Deux autres éléments méritent notre attention. Plusieurs secteurs d’activité rencontrent aujourd’hui des difficultés pour recruter des personnels répondant à leurs besoins. Près de 500 000 offres d’emploi sont non pourvues, signe que le marché de l’emploi et du travail ne fonctionne pas comme il le faudrait.
Dans ce contexte, la faculté de recourir aux heures supplémentaires permet au moins à celles et à ceux qui le souhaitent de travailler davantage.
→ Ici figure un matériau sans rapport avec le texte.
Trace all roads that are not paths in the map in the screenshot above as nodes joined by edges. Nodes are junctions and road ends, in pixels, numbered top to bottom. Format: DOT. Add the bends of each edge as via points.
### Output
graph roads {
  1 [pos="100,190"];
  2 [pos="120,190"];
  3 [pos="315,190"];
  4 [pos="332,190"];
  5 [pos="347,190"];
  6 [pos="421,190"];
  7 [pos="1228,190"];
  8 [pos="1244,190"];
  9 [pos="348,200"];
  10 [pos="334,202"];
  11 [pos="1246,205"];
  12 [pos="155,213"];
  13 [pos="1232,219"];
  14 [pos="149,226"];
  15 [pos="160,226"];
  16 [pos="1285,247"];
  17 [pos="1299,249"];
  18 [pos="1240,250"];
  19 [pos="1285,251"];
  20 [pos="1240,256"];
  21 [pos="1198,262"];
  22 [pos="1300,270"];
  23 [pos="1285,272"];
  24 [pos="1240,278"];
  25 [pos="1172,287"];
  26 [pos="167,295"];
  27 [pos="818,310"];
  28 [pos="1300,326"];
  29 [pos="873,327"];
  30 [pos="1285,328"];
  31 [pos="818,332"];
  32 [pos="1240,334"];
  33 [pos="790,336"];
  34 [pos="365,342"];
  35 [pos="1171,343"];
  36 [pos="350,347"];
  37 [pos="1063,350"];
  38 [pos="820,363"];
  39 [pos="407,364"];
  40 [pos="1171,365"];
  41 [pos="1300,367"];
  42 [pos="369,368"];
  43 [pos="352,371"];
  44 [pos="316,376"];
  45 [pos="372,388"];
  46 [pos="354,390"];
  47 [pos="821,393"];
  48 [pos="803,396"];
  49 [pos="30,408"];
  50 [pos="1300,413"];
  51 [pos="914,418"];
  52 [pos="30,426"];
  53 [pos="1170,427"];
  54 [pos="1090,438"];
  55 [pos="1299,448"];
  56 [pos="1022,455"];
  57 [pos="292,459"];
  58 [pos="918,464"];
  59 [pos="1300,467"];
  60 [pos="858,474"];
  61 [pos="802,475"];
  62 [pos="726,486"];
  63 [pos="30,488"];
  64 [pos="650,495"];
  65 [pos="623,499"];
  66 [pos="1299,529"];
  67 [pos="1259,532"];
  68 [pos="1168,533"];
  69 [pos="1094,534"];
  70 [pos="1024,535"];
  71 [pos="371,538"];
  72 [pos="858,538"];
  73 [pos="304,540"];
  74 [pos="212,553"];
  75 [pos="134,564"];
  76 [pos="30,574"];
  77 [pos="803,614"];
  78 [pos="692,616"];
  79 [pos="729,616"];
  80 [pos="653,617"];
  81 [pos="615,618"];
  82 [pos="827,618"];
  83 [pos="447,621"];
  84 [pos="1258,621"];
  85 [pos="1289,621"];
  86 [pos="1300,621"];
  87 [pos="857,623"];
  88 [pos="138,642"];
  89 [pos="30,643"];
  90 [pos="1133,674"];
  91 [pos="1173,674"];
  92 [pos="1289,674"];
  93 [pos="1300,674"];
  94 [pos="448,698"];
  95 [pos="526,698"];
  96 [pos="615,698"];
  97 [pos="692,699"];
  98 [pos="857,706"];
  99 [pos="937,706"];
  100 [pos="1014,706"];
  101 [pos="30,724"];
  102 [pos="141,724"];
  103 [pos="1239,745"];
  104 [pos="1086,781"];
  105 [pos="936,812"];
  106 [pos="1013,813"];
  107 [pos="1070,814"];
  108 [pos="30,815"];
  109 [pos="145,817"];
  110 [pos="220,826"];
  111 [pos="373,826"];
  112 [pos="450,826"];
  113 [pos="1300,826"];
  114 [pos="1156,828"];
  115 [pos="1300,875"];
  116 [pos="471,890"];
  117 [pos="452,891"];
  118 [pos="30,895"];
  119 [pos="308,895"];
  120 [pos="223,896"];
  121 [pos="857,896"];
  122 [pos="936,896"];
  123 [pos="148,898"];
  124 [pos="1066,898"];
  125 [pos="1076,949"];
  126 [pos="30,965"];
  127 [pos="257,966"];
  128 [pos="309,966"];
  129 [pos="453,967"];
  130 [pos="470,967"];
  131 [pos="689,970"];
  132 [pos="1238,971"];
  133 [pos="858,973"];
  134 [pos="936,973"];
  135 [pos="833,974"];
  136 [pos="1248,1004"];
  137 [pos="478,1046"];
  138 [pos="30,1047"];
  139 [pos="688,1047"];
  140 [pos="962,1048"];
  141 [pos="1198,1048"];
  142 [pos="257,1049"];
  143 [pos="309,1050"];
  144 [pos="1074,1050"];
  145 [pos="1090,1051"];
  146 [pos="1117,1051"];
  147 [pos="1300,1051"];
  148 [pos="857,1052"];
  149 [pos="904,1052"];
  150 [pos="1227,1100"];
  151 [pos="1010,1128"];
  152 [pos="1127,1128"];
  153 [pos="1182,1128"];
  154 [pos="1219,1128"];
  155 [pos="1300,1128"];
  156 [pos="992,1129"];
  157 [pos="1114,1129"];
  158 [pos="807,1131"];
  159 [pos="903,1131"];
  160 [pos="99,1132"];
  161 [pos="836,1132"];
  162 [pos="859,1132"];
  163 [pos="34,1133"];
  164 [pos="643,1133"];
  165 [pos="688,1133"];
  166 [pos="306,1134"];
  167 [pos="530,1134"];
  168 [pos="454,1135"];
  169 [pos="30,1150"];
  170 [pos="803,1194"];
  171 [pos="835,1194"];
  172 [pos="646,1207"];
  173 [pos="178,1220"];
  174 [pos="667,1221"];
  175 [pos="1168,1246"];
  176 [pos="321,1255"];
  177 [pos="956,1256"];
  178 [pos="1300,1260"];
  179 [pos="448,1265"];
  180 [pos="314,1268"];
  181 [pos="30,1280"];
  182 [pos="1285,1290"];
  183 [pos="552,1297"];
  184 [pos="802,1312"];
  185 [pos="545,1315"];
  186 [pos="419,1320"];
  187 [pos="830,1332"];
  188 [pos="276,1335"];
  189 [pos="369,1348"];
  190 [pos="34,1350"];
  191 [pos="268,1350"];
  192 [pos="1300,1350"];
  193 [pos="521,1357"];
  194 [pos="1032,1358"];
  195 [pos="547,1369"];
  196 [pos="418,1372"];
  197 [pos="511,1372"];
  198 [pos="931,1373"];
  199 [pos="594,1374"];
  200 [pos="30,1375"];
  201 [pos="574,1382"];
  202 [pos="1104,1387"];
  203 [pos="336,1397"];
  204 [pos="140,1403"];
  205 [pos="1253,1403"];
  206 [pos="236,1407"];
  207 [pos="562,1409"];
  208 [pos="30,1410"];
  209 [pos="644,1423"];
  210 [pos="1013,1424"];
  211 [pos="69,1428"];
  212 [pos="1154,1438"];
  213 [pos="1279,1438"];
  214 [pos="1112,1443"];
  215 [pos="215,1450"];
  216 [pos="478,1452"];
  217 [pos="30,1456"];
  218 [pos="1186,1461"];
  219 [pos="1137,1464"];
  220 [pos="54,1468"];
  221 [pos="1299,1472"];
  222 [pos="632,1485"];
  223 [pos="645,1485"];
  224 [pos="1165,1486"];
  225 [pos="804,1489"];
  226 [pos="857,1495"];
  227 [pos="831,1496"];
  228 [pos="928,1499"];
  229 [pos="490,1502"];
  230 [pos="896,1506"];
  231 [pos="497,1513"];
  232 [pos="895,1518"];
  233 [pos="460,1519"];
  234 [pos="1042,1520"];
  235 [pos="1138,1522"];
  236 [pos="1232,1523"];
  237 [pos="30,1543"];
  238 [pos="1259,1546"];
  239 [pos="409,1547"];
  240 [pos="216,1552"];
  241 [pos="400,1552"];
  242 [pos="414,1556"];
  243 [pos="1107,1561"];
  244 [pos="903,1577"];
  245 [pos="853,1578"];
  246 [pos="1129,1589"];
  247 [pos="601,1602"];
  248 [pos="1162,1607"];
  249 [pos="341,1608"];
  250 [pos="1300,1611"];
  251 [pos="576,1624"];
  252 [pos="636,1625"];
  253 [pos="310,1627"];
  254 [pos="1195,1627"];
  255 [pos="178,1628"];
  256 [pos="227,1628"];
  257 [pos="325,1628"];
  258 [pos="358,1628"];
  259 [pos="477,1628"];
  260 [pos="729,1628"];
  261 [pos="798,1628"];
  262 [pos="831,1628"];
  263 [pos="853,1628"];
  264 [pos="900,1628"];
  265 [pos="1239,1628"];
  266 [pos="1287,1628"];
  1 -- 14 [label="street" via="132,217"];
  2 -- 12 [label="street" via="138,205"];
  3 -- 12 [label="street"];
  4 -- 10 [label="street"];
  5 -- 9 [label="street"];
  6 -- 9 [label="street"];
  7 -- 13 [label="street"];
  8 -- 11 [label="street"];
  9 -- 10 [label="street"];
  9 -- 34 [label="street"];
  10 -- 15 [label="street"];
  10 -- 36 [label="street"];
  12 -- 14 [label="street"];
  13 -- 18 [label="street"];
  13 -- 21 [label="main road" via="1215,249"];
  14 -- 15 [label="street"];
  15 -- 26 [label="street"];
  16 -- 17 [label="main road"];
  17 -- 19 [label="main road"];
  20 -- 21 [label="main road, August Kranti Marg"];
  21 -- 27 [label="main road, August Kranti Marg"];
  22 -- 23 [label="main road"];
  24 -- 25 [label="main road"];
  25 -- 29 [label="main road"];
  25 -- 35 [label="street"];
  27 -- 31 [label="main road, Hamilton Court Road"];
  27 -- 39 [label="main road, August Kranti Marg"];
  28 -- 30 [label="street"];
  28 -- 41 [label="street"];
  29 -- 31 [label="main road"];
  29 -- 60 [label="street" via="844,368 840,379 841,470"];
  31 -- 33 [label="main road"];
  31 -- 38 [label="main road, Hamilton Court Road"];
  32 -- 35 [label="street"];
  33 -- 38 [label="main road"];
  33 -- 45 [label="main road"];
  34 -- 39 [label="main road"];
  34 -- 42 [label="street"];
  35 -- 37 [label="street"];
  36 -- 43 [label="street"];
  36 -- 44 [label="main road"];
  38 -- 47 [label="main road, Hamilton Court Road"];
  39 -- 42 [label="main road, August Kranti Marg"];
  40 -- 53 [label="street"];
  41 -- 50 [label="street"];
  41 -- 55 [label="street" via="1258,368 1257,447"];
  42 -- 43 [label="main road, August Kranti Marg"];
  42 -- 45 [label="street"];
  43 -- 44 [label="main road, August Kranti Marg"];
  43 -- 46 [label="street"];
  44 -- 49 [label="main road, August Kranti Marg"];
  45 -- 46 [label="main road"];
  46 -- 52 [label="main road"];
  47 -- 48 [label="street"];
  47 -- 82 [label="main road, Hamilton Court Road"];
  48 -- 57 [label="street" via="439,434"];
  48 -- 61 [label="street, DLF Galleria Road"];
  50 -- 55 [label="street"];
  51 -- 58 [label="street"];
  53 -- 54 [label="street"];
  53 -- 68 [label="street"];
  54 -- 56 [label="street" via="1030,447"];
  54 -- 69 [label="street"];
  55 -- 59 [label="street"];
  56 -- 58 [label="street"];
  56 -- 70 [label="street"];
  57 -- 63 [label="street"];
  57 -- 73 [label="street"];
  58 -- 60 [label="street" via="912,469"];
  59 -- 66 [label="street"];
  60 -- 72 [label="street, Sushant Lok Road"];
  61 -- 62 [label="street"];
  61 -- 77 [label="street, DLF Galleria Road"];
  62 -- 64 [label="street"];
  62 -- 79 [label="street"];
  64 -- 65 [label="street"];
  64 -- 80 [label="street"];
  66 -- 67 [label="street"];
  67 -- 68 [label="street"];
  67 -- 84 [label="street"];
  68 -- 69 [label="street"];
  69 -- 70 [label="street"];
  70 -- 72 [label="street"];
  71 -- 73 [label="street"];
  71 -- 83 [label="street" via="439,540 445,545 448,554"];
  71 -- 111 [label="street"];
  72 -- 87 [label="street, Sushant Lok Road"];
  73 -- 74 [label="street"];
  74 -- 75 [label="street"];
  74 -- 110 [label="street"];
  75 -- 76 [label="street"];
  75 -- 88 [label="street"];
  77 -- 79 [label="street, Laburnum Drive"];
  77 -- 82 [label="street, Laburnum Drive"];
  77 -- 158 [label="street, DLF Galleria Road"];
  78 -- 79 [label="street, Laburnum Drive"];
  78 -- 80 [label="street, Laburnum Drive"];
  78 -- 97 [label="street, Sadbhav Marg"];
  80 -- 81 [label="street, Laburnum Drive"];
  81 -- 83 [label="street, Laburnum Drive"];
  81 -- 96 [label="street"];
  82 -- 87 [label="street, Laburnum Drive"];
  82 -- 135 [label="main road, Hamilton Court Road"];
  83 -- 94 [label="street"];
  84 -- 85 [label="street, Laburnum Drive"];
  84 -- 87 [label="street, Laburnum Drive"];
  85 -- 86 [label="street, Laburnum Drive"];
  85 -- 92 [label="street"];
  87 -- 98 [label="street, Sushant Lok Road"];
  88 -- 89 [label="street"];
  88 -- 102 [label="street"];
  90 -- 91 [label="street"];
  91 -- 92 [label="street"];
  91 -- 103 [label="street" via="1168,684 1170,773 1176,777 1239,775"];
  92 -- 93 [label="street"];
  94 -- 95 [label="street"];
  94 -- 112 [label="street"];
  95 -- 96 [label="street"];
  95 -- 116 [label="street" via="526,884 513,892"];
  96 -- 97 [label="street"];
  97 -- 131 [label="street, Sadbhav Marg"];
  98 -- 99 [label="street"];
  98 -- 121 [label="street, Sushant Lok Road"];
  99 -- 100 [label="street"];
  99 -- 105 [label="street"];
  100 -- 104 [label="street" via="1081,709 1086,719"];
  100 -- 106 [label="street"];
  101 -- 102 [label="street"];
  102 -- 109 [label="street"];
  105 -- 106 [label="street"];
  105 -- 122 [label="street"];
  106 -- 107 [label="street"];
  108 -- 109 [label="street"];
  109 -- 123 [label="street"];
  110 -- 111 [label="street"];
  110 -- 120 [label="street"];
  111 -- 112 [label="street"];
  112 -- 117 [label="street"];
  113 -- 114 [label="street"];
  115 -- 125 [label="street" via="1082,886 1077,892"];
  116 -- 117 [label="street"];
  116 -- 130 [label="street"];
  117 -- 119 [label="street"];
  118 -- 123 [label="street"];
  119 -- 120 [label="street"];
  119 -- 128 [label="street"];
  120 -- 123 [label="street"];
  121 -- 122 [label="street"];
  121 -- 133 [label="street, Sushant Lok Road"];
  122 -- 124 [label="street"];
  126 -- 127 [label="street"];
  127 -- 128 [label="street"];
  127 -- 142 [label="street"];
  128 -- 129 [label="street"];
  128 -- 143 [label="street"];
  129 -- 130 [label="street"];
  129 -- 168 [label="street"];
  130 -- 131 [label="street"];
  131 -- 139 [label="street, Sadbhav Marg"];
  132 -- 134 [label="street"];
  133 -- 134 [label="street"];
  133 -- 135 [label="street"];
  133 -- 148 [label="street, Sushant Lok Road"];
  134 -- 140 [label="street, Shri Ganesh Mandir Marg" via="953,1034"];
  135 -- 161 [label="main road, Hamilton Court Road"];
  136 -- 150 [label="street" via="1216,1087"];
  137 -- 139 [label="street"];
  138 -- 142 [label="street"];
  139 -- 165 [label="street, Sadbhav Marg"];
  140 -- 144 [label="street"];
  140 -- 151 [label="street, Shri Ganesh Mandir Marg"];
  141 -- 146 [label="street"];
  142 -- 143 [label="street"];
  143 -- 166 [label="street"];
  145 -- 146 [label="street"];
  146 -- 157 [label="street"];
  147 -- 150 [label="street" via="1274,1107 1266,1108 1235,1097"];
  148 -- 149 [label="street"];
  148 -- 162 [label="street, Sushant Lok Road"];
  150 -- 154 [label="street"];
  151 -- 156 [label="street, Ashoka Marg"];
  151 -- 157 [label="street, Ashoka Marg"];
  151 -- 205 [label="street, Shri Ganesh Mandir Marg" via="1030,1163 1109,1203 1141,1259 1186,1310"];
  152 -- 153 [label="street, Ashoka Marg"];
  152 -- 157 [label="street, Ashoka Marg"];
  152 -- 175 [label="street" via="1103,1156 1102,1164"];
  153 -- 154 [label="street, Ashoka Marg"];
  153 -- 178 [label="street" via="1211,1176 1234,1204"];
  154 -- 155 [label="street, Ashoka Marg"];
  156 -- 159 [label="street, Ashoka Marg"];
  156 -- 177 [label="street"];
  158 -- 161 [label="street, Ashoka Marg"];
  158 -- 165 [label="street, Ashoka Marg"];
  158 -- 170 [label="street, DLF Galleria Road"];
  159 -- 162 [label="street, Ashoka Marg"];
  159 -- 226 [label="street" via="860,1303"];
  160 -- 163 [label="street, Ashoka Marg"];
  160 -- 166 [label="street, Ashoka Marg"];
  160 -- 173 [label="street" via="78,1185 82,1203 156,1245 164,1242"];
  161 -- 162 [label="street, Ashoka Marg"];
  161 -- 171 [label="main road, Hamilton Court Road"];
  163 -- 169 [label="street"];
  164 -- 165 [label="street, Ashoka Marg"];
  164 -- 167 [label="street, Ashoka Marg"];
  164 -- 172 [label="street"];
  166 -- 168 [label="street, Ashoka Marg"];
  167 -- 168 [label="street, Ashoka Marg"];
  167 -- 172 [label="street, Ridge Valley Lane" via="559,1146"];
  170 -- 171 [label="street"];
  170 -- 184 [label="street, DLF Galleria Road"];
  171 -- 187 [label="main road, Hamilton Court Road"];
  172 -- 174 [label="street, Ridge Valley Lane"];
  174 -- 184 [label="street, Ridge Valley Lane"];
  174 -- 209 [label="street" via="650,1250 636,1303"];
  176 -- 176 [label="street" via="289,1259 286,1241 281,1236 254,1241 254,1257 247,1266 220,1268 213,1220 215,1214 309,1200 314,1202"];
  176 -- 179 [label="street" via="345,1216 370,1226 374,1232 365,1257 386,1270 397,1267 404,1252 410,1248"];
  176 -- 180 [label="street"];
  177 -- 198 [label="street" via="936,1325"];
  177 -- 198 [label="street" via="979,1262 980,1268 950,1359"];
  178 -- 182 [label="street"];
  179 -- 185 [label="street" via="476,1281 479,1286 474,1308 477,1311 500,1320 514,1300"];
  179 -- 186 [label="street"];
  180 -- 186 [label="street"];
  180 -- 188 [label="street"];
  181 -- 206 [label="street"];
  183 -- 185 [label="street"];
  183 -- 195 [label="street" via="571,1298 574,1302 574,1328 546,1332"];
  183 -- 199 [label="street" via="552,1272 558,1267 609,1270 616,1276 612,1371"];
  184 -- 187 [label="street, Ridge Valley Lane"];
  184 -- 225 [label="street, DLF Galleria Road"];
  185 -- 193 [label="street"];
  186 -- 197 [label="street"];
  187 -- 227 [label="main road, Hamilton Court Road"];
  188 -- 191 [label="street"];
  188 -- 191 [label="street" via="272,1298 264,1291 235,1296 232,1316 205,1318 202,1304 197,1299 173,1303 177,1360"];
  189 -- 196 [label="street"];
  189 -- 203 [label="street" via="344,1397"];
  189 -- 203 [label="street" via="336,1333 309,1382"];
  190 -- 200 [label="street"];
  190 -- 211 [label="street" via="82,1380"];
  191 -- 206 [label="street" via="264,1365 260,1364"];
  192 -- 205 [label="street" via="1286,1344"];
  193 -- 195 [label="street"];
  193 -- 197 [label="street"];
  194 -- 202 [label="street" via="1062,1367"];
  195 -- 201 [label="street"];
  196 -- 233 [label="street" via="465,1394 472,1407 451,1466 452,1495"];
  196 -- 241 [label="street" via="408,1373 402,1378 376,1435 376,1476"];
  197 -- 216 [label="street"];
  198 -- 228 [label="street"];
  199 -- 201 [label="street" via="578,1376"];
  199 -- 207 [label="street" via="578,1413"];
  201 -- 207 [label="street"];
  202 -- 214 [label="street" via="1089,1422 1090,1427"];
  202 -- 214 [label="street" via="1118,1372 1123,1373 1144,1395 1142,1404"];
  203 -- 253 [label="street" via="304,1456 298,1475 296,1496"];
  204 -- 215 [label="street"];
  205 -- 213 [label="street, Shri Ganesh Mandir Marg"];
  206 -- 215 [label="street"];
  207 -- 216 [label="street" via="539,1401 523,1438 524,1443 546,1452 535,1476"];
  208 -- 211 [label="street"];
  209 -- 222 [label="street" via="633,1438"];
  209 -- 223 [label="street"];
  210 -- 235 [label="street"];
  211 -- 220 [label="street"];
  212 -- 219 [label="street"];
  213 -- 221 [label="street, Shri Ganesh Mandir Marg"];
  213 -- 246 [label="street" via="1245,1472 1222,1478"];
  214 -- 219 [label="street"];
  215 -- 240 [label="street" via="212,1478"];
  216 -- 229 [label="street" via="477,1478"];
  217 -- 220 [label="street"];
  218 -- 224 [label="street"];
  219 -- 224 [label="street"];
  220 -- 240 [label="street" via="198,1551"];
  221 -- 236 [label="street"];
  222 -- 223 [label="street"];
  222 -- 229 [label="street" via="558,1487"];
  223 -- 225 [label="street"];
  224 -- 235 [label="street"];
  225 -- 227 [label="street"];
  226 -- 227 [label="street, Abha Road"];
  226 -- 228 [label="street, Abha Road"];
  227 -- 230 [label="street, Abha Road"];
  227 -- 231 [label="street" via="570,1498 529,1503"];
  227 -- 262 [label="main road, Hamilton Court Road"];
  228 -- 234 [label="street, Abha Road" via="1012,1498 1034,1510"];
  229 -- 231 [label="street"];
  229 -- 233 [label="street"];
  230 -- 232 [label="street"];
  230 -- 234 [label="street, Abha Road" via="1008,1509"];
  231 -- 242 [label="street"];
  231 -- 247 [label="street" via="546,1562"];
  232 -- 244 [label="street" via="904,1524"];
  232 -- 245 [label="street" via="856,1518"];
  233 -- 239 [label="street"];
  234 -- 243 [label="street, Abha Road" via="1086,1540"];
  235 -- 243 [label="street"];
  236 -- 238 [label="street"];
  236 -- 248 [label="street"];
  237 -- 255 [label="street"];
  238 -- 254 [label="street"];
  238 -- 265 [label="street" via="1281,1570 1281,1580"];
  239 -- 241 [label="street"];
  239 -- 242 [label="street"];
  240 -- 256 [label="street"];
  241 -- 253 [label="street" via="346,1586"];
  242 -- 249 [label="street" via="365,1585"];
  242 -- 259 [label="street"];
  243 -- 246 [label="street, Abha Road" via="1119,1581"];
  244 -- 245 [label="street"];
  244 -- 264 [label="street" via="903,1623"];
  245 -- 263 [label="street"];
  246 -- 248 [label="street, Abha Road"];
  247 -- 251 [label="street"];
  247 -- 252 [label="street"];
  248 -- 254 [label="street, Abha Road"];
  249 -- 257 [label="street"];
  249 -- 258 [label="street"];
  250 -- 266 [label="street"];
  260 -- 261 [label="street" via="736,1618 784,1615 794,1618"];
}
C’est le fameux « travailler plus pour gagner plus ». Il serait d’ailleurs intéressant de poursuivre dans cette voie, voire d’accélérer encore le mouvement.
Je demande donc le retrait de ces amendements ; à défaut, l’avis de la commission sera défavorable.
M. le président. Quel est l’avis du Gouvernement ?
Mme Amélie de Montchalin, ministre. Concernant le régime applicable aux heures supplémentaires, un certain nombre de dispositions ont été débattues dans le cadre du PLFSS, notamment l’allégement des charges patronales dues sur les heures supplémentaires effectuées dans les entreprises de plus de 250 salariés. Il s’agit, selon moi, d’une mesure intéressante, dont l’objet est d’encourager le travail en réduisant un peu les charges patronales tout en homogénéisant les régimes prévalant dans les petites et dans les grandes entreprises.
Pour ce qui est du plafond de fiscalisation, le dispositif actuel apparaît plutôt bien calibré ; ce débat nous occupe depuis de nombreuses années. L’expérience montre que les heures supplémentaires sont nécessaires dans certains secteurs très particuliers, s’agissant notamment de gérer la saisonnalité. Les montants moyens déclarés atteignent aujourd’hui 2 000, 3 000 ou 4 000 euros par an, selon qu’il s’agit d’employés, d’ouvriers ou de cadres. Les ouvriers réalisent davantage d’heures supplémentaires que les employés. Je pourrai vous communiquer le détail de ces chiffres, monsieur Savoldelli.
Le plafond actuellement en vigueur existe depuis plusieurs années : ce dispositif est stabilisé. Les secteurs concernés ont organisé leur activité autour de ce cadre. Cette « niche fiscale », si l’on retient ce terme, représente environ 5 milliards d’euros, soit autant de pouvoir d’achat supplémentaire pour les travailleurs. S’y ajoute un régime spécifique de charges sociales, de l’ordre de 2 milliards d’euros, qui vise là encore à encourager et à valoriser l’activité accomplie en plus du temps de travail légal.
Je demande donc le retrait de ces amendements ; à défaut, l’avis du Gouvernement serait défavorable.
M. le président. La parole est à M. Martin Lévrier, pour explication de vote.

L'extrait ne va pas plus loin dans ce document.